It keeps its light equipment offering fresh by producing a new catalogue each year; for 2015 there are 9,500 lines available, which includes 1,929 new lines while removing a further 1,000. The company also has a broader range of non-stock items it can offer with a couple of days’ turnaround if they are stocked in the UK. “The tabletop market used to be about volume on a few standard lines and it was pretty simple,” recalled Stephenson. “But in the last 10 years we have seen a massive proliferation of product across the board, driven by customers all wanting something different.

“We have to cope with stocking the right things. If we’ve got customers on certain items we’ll stock those for them and make sure we’re giving a good service for those products.”

About 3 years ago the dealer carried out research into its customers’ wants and needs, with the major finding being that customers want competitive products that are fit for purpose. For its part, Stephensons looks for innovation and uniqueness in the products it sources, as well as quality. “There are lots of things that have come onto the market that are fun but don’t last long in a catering environment,” said Stephenson. “We have to be careful what we supply; we have a reputation and customers trust that we’re not going to sell them a problem.”

Therefore the company tests any prospective lines by asking manufacturers for samples and sometimes even sending these to customers it knows will use the product heavily. [[page-break]]

Where it can, the firm tries to source from the UK, as it has built its business on the back of UK supply. “There are certain categories such as crockery where we can do this, as we work very closely with the likes of Churchill, Steelite and Dudson,” said Stephenson. “We can also source high quality items from Europe. However for more basic items such as stainless steel-ware, quite often they are from the Far East or India.”

Currently the import markets are seeing a few price rises, with Stephenson reporting that larger manufacturers’ order quantities are being demanded to remain competitive.

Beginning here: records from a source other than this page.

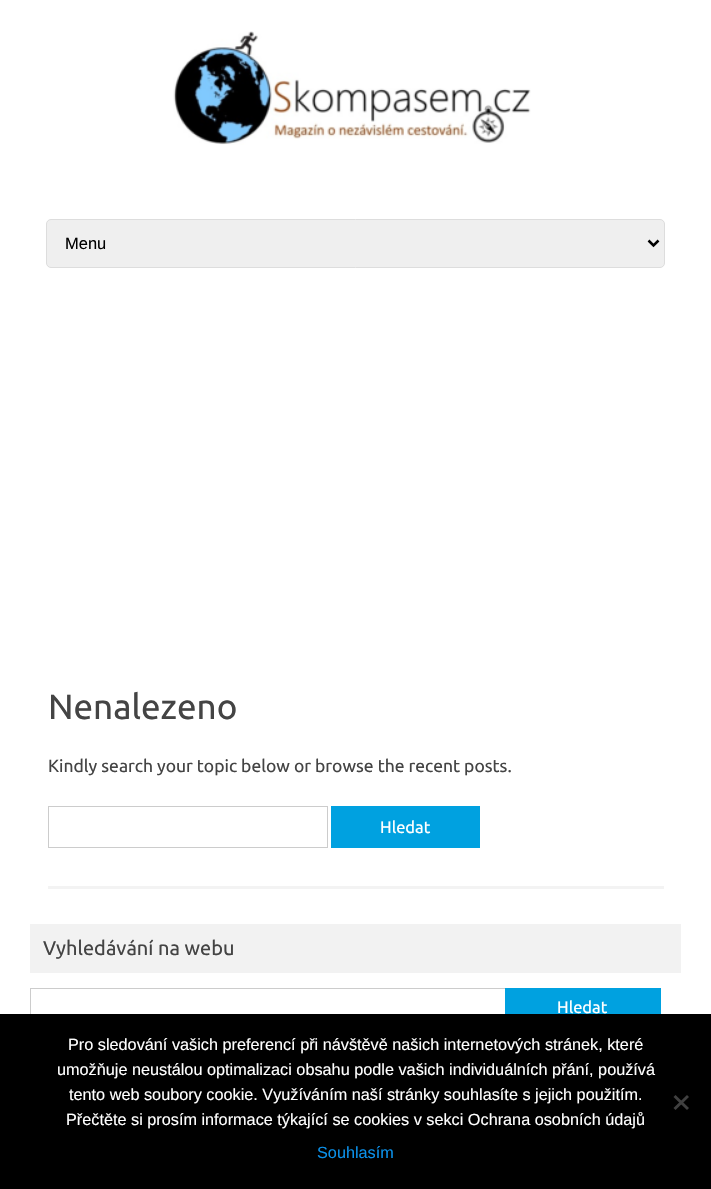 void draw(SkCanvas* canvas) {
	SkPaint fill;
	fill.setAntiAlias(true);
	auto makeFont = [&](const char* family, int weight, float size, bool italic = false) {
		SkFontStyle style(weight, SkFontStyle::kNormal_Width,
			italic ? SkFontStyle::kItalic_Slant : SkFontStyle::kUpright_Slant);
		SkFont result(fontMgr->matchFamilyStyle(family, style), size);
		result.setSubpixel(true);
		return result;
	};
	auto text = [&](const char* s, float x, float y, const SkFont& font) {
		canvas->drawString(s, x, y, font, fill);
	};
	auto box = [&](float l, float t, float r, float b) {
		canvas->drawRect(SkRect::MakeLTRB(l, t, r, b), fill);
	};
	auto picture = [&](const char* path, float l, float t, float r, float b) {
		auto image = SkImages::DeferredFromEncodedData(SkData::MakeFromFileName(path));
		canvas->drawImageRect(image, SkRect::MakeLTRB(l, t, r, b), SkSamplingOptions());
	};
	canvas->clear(0xFFFFFFFF);
	picture("image0.png", 173, 31, 531, 145);
	fill.setColor(0xFFEFEFEF);
	canvas->drawRoundRect(SkRect::MakeLTRB(46.5f, 219.5f, 664.5f, 267.5f), 4.5f, 4.5f, fill);
	fill.setStyle(SkPaint::kStroke_Style);
	fill.setStrokeWidth(1);
	fill.setColor(0xFFDDDDDD);
	canvas->drawRoundRect(SkRect::MakeLTRB(46.5f, 219.5f, 664.5f, 267.5f), 4.5f, 4.5f, fill);
	fill.setStrokeWidth(2.5f);
	fill.setColor(0xFF000000);
	canvas->drawPath(SkPathBuilder().moveTo(648.5f, 240.5f).lineTo(653.5f, 245.5f).lineTo(658.5f, 240.5f).detach(), fill);
	fill.setStyle(SkPaint::kFill_Style);
	fill.setColor(0xFFF3F3F3);
	box(48, 886, 664, 889);
	fill.setStyle(SkPaint::kStroke_Style);
	fill.setStrokeWidth(1);
	fill.setColor(0xFFCCCCCC);
	canvas->drawRect(SkRect::MakeLTRB(48.5f, 806.5f, 327.5f, 847.5f), fill);
	fill.setStyle(SkPaint::kFill_Style);
	fill.setColor(0xFF00A1E0);
	box(331, 806, 480, 848);
	fill.setColor(0xFFF2F2F2);
	box(30, 924, 681, 973);
	fill.setStyle(SkPaint::kStroke_Style);
	fill.setColor(0xFFCCCCCC);
	canvas->drawRect(SkRect::MakeLTRB(30.5f, 988.5f, 505.5f, 1028.5f), fill);
	fill.setStyle(SkPaint::kFill_Style);
	fill.setColor(0xFF00A1E0);
	box(505, 988, 661, 1014);
	fill.setColor(0xFF000000);
	box(0, 1014, 711, 1189);
	fill.setColor(0xFF404040);
	canvas->drawPath(SkPathBuilder().moveTo(687, 1095).lineTo(689, 1097).lineTo(675.5f, 1110).lineTo(673.5f, 1108).close().detach(), fill);
	canvas->drawPath(SkPathBuilder().moveTo(673.5f, 1097).lineTo(675.5f, 1095).lineTo(689, 1108).lineTo(687, 1110).close().detach(), fill);
	auto font1 = makeFont("Liberation Sans", 400, 16.5f);
	fill.setColor(0xFF000000);
	text("Menu", 65, 249, font1);
	auto font2 = makeFont("Ubuntu", 400, 35);
	fill.setColor(0xFF444444);
	text("Nenalezeno", 48, 719, font2);
	auto font3 = makeFont("Ubuntu", 400, 17.5f);
	text("Kindly search your topic below or browse the recent posts.", 48, 772, font3);
	auto font4 = makeFont("Ubuntu", 400, 16.5f);
	fill.setColor(0xFFFFFFFF);
	text("Hledat", 380, 833, font4);
	auto font5 = makeFont("Ubuntu", 400, 20);
	fill.setColor(0xFF444444);
	text("Vyhledávání na webu", 43, 955, font5);
	fill.setColor(0xFFFFFFFF);
	text("Hledat", 557, 1013, font4);
	auto font6 = makeFont("Liberation Sans", 400, 16.25f);
	text("Pro sledování vašich preferencí při návštěvě našich internetových stránek, které", 68, 1050, font6);
	text("umožňuje neustálou optimalizaci obsahu podle vašich individuálních přání, používá", 57, 1075, font6);
	text("tento web soubory cookie. Využíváním naší stránky souhlasíte s jejich použitím.", 69, 1100, font6);
	text("Přečtěte si prosím informace týkající se cookies v sekci Ochrana osobních údajů", 66, 1125, font6);
	fill.setColor(0xFF0B91EA);
	text("Souhlasím", 317, 1158, font6);
} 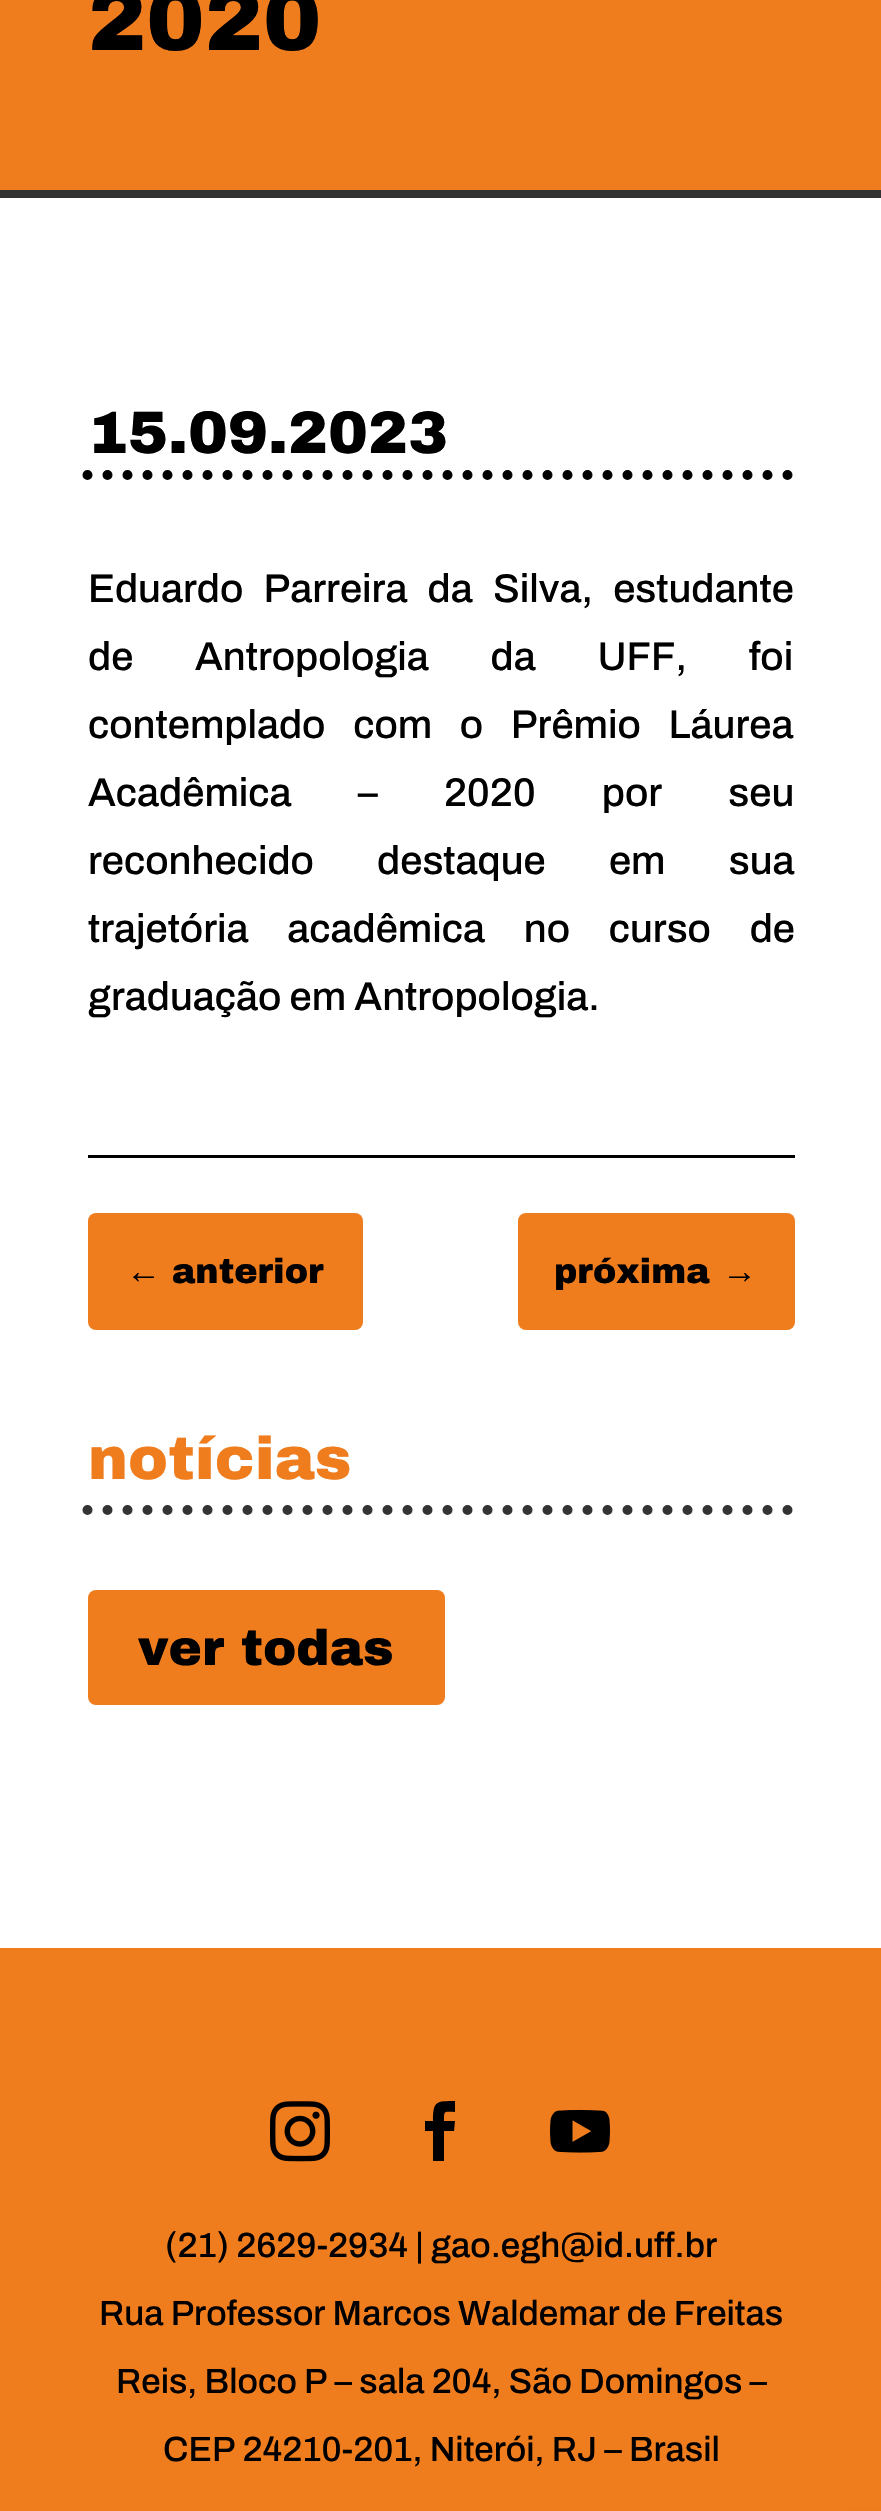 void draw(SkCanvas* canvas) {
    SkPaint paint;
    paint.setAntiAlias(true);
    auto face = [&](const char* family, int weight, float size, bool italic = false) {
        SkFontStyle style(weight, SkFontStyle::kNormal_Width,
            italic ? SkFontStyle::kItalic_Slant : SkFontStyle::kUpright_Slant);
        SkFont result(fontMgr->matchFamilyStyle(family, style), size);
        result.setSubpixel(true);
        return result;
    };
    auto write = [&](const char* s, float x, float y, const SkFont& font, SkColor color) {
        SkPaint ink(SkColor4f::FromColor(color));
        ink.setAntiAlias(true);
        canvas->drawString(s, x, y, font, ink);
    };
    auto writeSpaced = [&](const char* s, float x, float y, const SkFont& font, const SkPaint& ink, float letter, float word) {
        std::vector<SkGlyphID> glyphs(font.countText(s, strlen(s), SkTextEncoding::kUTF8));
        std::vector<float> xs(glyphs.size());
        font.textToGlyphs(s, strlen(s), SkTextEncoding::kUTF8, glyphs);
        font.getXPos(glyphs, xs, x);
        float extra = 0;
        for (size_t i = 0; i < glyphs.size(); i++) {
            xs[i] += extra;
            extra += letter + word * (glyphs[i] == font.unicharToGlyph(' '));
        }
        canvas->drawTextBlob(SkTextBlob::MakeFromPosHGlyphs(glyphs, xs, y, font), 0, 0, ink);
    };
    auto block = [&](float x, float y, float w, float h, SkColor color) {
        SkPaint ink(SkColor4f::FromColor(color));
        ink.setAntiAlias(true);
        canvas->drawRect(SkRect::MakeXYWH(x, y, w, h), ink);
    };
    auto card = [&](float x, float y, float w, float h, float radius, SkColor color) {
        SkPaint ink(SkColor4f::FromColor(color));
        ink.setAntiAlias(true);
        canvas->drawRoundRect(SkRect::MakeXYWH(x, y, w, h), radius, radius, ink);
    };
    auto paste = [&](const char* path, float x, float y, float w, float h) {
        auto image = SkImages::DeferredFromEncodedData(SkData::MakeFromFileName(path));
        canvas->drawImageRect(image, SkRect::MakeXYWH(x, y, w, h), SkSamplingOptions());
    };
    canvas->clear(SK_ColorWHITE);
    block(0, 0, 881, 190, SkColorSetRGB(239, 124, 29));
    block(0, 190, 881, 8, SkColorSetRGB(51, 51, 51));
    auto kFont1 = face("Archivo Black", 900, 87.5f);
    write("2020", 88, 50, kFont1, SK_ColorBLACK);
    paint.setStyle(SkPaint::kStroke_Style);
    paint.setStrokeWidth(10);
    paint.setStrokeCap(SkPaint::kRound_Cap);
    paint.setColor(SK_ColorBLACK);
    paint.setPathEffect(SkDashPathEffect::Make({{0, 20}}, 0));
    canvas->drawPath(SkPathBuilder().moveTo(87.5f, 475).lineTo(795, 475).detach(), paint);
    paint.setPathEffect(nullptr);
    auto kFont2 = face("Archivo Black", 900, 60);
    write("15.09.2023", 88, 453, kFont2, SK_ColorBLACK);
    auto kFont3 = face("Archivo", 500, 40);
    paint.setStyle(SkPaint::kFill_Style);
    writeSpaced("Eduardo Parreira da Silva, estudante", 88, 602, kFont3, paint, 0, 12);
    writeSpaced("de Antropologia da UFF, foi", 88, 670, kFont3, paint, 0, 53.5f);
    writeSpaced("contemplado com o Prêmio Láurea", 88, 738, kFont3, paint, 0, 19.5f);
    writeSpaced("Acadêmica – 2020 por seu", 88, 806, kFont3, paint, 0, 58);
    writeSpaced("reconhecido destaque em sua", 88, 874, kFont3, paint, 0, 55);
    writeSpaced("trajetória acadêmica no curso de", 88, 942, kFont3, paint, 0, 30.5f);
    write("graduação em Antropologia.", 88, 1010, kFont3, SK_ColorBLACK);
    block(88, 1155, 707, 3, SK_ColorBLACK);
    card(88, 1213, 275, 117, 8, SkColorSetRGB(239, 124, 29));
    auto kFont4 = face("Liberation Sans", 400, 35);
    write("←", 126, 1283, kFont4, SK_ColorBLACK);
    auto kFont5 = face("Archivo Black", 900, 35);
    write("anterior", 172, 1283, kFont5, SK_ColorBLACK);
    card(518, 1213, 277, 117, 8, SkColorSetRGB(239, 124, 29));
    write("próxima", 554, 1283, kFont5, SK_ColorBLACK);
    write("→", 722, 1283, kFont4, SK_ColorBLACK);
    paint.setStyle(SkPaint::kStroke_Style);
    paint.setColor(SkColorSetRGB(51, 51, 51));
    paint.setPathEffect(SkDashPathEffect::Make({{0, 20}}, 0));
    canvas->drawPath(SkPathBuilder().moveTo(87.5f, 1510).lineTo(795, 1510).detach(), paint);
    paint.setPathEffect(nullptr);
    write("notícias", 88, 1479, kFont2, SkColorSetRGB(239, 124, 29));
    card(88, 1590, 357, 115, 8, SkColorSetRGB(239, 124, 29));
    auto kFont6 = face("Archivo Black", 900, 50);
    write("ver todas", 138, 1665, kFont6, SK_ColorBLACK);
    paint.setStyle(SkPaint::kFill_Style);
    {
        const SkColor colors[] = {SkColorSetRGB(239, 124, 29), SkColorSetRGB(0, 89, 124)};
        const float stops[] = {0.62f, 1};
        const SkPoint ends[] = {{397, 1913}, {486, 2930}};
        paint.setShader(SkGradientShader::MakeLinear(ends, colors, stops, 2, SkTileMode::kClamp));
        paint.setAlpha(255);
    }
    canvas->drawRect(SkRect::MakeXYWH(0, 1948, 881, 563), paint);
    paste("pic1.png", 270, 2101, 60, 61);
    paint.setShader(nullptr);
    paint.setColor(SK_ColorBLACK);
    canvas->drawPath(SkPathBuilder().moveTo(433, 2161).lineTo(444, 2161).lineTo(444, 2131).lineTo(454, 2131).lineTo(455, 2121).lineTo(444, 2121).cubicTo(444, 2110, 444, 2112, 455, 2112).lineTo(455, 2101).cubicTo(436, 2101, 433, 2101, 433, 2121).lineTo(425, 2121).lineTo(425, 2131).lineTo(433, 2131).close().detach(), paint);
    paste("pic2.png", 550, 2109, 60, 44);
    auto kFont7 = face("Archivo", 500, 35);
    write("(21) 2629-2934 | gao.egh@id.uff.br", 165, 2257, kFont7, SK_ColorBLACK);
    write("Rua Professor Marcos Waldemar de Freitas", 99, 2325, kFont7, SK_ColorBLACK);
    write("Reis, Bloco P – sala 204, São Domingos –", 116, 2393, kFont7, SK_ColorBLACK);
    write("CEP 24210-201, Niterói, RJ – Brasil", 163, 2461, kFont7, SK_ColorBLACK);
}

While, in the main, the firm has a cash-and-carry approach, it also embraces web-based sales. “The internet means that carrier business can be serviced, if slightly less well than personal interaction,” said Stephenson. He believes that online sales are critical to the business, especially with internet-only catering equipment dealers increasingly moving in on the light equipment market.

“If you just want someone to shift a box on the internet then you can go down that route, but there’s much more to selling a product than moving a box around,” he commented. “Our suppliers buy into us because we have nine reps on the road – we stock their products and we have knowledge and expertise so we can help to advise customers.”

He believes that the crucial difference between Stephensons and its competitors is the service it provides. “There’s an awful lot that goes into supplying a good service. The devil’s in the detail, such as communication, having the stock on the shelf, and having our delivery drivers and our reps look after customers.”

He said that the firm ensures it chases suppliers up as, “We do have some suppliers that can really let us down from time to time on their supply, and if we have bad suppliers, we are a bad supplier. We choose our suppliers based on how good they are at supplying to us.”

Stephensons has the experience to anticipate when shortages will hit the supply chain and when to up its stock levels significantly, such as around the busy Christmas period. “It’s keeping your ear to the ground more than anything. If you’ve got a good relationship with a supplier you might find out that something is going to go out of stock or you will see one supplier out of several run out of a product, so we’ll often buy a lot of something if we think there’s going to be a problem,” Stephenson detailed.

He reported that current tableware trends are industrial and rustic themes, as well as coloured crockery. The rustic demand is actually causing a bit of an issue, as the ceramic products required are proving difficult to source. “The Craft range from Steelite and the Evolution range from Dudson are fantastic and on trend, but they have been struggling to get them out the door,” he said.

He believes the key to continuing his firm’s progress is visiting customers regularly. “We discuss those week-in, week-out products with them such as napkins and cleaning chemicals. Then we gain the tableware sales off the back of that because we are at the forefront of our customers’ minds.”